24 janvier 2009

La tête sous l'oreiller

Un gentil petit théâtre que La Licorne. Déjà bondé lorsque nous sommes arrivés, mon copain et moi, essoufflés d’avoir galopé par ce soir de grand froid, craignant d’être en retard parce que nous avions stationné la voiture trop loin. Pour ne pas nous séparer, nous voilà obligés de nous installer à la toute dernière rangée. Pas grave, la salle est petite et la scène est bien visible. La dame à côté de moi sirote un verre de rouge bas de gamme, l’odeur de l’alcool me donne un peu mal au cœur.

Ce soir-là, donc, dans ce gentil petit théâtre, les comédiens joueront une pièce qui nous aura secoués. Quelques spectateurs quittent la salle dès le début, secoués. C’est que l’histoire qu’on nous raconte n’est pas un jeu d’enfant.

Il était une fois… Les comédiens ont le mérite de rendre le texte – trop long, inégal, ennuyant par moment et dont le cynisme douteux peut choquer gravement – pas trop pénible à supporter. Mais le propos lui, se digère un peu mal. Même très mal.
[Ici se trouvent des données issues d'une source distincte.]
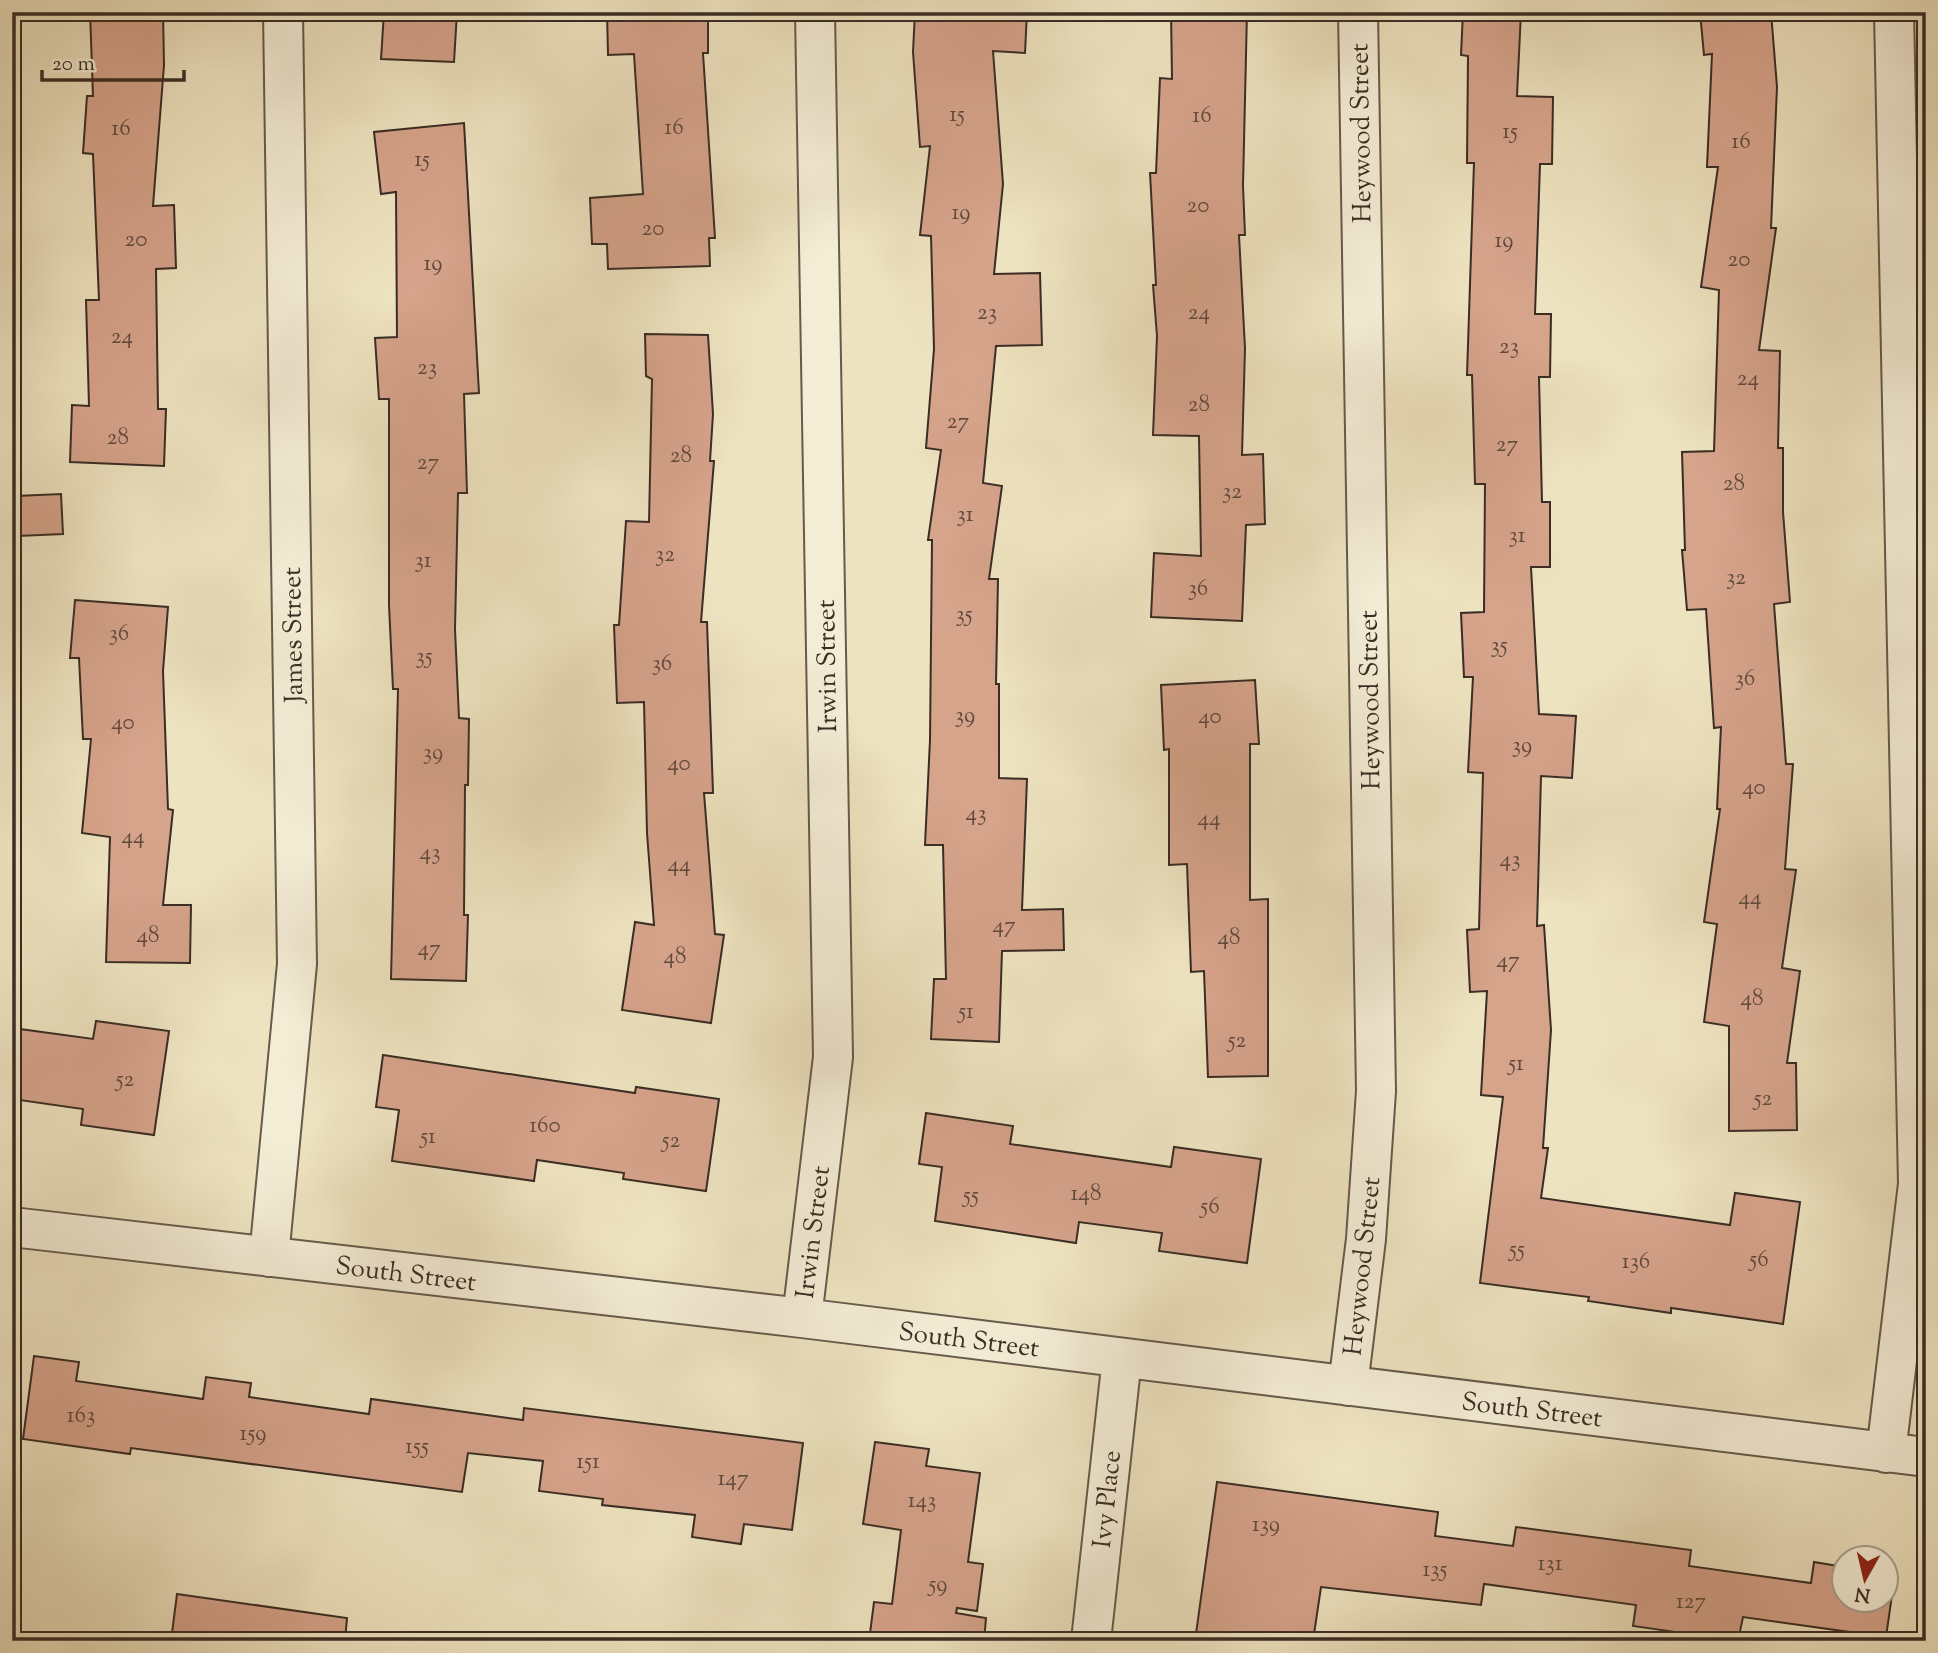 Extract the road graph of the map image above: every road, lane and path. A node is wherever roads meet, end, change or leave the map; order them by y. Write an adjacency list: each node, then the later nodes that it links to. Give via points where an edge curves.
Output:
1 (283, 12): 6 (street, James Street, via 297,964)
2 (815, 12): 7 (street, Irwin Street, via 833,1057)
3 (1359, 12): 9 (street, Heywood Street, via 1376,1091 1366,1239)
4 (1894, 12): 10 (street, via 1918,1184)
5 (12, 1227): 6 (street, South Street)
6 (269, 1257): 7 (street, South Street)
7 (802, 1318): 8 (street, South Street)
8 (1122, 1358): 9 (street, South Street); 12 (street, Ivy Place)
9 (1348, 1386): 10 (street, South Street)
10 (1886, 1452): 11 (street, South Street)
11 (1926, 1457)
12 (1091, 1641)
Entendons-nous. Les critiques semblent unanimes. La pièce a d’ailleurs été couronnée de prix prestigieux à Londres et à New York. Mais la spectatrice que je suis, non rompue à ce genre de spectacle (je l’avoue, je ne vais pas au théâtre très souvent), a subi un choc et est ressortie avec un gros sac de points d’interrogation. Sac qui est loin d’être vidé d’ailleurs. Lire les critiques ne m’a pas aidée. En discuter avec mes amies a été beaucoup plus éclairant.
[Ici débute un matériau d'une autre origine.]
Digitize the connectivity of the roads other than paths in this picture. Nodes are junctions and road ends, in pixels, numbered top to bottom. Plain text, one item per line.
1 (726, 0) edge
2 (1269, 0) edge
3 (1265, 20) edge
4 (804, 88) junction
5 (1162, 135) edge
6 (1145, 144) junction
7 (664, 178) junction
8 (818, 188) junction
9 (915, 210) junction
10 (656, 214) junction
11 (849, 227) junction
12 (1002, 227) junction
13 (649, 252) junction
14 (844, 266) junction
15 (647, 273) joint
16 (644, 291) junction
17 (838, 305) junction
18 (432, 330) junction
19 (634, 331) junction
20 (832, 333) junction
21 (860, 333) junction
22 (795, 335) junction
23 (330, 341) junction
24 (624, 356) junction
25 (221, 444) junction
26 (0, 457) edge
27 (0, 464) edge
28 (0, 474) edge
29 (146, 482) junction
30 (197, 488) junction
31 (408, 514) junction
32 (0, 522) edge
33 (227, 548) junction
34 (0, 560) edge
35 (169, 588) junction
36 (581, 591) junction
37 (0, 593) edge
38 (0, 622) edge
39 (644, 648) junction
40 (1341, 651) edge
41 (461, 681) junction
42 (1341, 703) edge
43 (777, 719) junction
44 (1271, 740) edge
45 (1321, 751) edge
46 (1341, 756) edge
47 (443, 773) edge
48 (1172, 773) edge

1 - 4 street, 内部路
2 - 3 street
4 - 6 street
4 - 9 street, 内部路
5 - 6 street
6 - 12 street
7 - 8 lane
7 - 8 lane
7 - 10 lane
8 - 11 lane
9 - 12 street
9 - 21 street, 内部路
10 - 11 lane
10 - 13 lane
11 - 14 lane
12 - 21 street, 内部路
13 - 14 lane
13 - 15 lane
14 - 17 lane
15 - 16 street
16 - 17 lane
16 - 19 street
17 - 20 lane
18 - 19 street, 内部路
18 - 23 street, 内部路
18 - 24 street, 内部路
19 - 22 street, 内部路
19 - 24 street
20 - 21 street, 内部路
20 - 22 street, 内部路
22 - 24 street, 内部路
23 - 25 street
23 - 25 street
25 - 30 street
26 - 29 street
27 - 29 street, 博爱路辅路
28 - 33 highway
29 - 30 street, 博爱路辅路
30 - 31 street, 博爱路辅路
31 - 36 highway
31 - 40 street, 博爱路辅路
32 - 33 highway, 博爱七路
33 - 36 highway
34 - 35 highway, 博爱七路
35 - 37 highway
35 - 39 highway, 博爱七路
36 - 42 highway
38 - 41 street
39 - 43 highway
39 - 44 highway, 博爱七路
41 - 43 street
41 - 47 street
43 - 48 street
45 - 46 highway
Ce qui m’a dérangée : qu’on nous invite à rire de sujets aussi tragiques que la mort d’un enfant, la torture, l’humiliation, la naïveté d’un adulte un peu arriéré, l’agression d’enfants…

Ce qui m’a plu : le jeu des comédiens qui défendent très bien cette pièce, Le Pillowman, particulièrement Frédéric Blanchette, que je viens de découvrir.
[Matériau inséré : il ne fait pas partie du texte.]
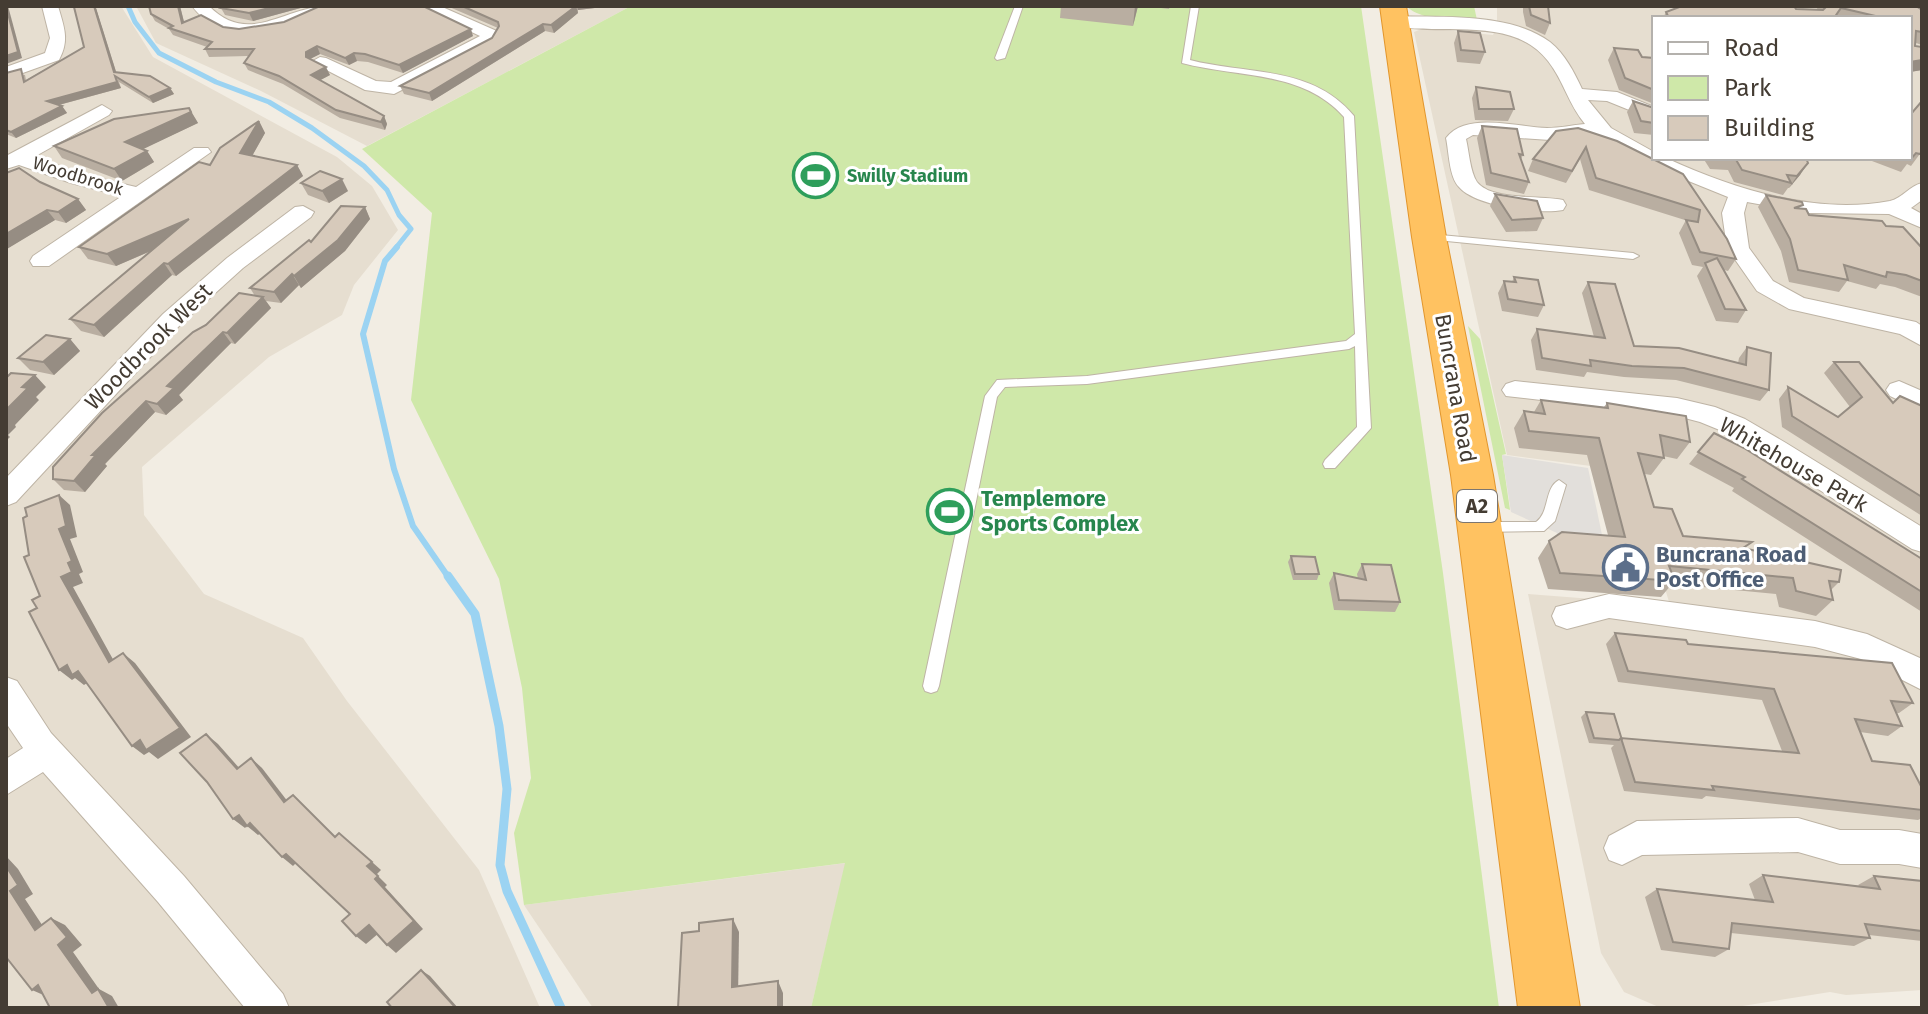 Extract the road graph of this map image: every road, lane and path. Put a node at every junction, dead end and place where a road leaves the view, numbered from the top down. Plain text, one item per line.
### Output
1 (50, 6) edge
2 (200, 6) edge
3 (321, 6) edge
4 (425, 6) edge
5 (1019, 6) edge
6 (1195, 6) edge
7 (1480, 6) edge
8 (1395, 14) edge
9 (1483, 27) junction
10 (1000, 58) dead end
11 (320, 62) edge
12 (6, 73) edge
13 (1574, 94) junction
14 (102, 111) dead end
15 (1652, 113) edge
16 (1599, 128) junction
17 (201, 152) dead end
18 (1652, 157) edge
19 (1657, 160) edge
20 (12, 161) edge
21 (1922, 189) edge
22 (138, 194) junction
23 (1739, 196) junction
24 (1555, 205) dead end
25 (1892, 207) junction
26 (303, 212) dead end
27 (1922, 222) edge
28 (1429, 237) junction
29 (1633, 256) dead end
30 (41, 261) dead end
31 (1361, 335) junction
32 (1922, 338) edge
33 (1515, 390) dead end
34 (1330, 464) dead end
35 (1559, 485) dead end
36 (6, 495) edge
37 (1480, 528) junction
38 (1922, 541) edge
39 (1567, 616) dead end
40 (1922, 676) edge
41 (931, 686) dead end
42 (6, 691) edge
43 (44, 752) junction
44 (6, 779) edge
45 (1622, 848) dead end
46 (1922, 851) edge
47 (269, 1008) edge
48 (1549, 1008) edge

1 - 12 street
2 - 3 street
4 - 11 street
5 - 10 lane
6 - 31 lane
7 - 9 street
8 - 9 street
8 - 28 highway, Buncrana Road / A2
9 - 13 street
13 - 15 street
13 - 16 street
14 - 20 street, Woodbrook
16 - 18 street
16 - 24 street
17 - 22 street, Woodbrook
19 - 23 street
20 - 22 street, Woodbrook
21 - 25 street
22 - 30 street, Woodbrook
23 - 25 street
23 - 32 street
25 - 27 street
26 - 36 street, Woodbrook West
28 - 29 lane
28 - 37 highway, Buncrana Road / A2
31 - 34 lane
31 - 41 lane
33 - 38 street, Whitehouse Park
35 - 37 lane
37 - 48 highway, Buncrana Road / A2
39 - 40 street
42 - 43 street
43 - 44 street
43 - 47 street
45 - 46 street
Bon, j’ai été déçue. Mais je pense que cette pièce mérite qu’on s’y attarde. Elle mérite qu’on l’étudie et qu’on y réfléchisse, mais pas sur l’oreiller…


Le Pillowman,
de Martin McDonagh, mise en scène de Denis Bernard, avec Antoine Bertrand, Frédéric Blanchette, David Boutin, Daniel Gadouas et Marie-Ève Milot. Au Théâtre La Licorne jusqu'au 21 février.

11 janvier 2009

C'était pour rire

Je sais que tout le monde en a parlé, mais je ne sais pas ce que tout le monde en a dit. Mais ce que j’ai entendu ou lu à propos du Bye Bye 2008 m’a terriblement agacée. On dirait que tout le monde attend cette foutue émission de fin d’année pour sauter sur leur clavier ou sur leur téléphone pour écrire ou dire des niaiseries à propos de ce qu’ils ont vu et entendu à cette seule émission. Alors qu’à l’année longue, les humoristes crachent leur venin sur les artistes, les politiciens, les journalistes, les Noirs, les handicapés, les femmes, les couples, et même sur le malheur des gens. Nommez-moi un humoriste qui ne s’alimente pas presque uniquement à même l’actualité pour se promener d’un côté de la scène à l’autre en répétant ce qu’un autre humoriste a dit une semaine avant lui, en changeant une ou deux phrases pour avoir l’air intelligent. (Oui, il y en a, mais on peut les compter sur les doigts d’une seule main.)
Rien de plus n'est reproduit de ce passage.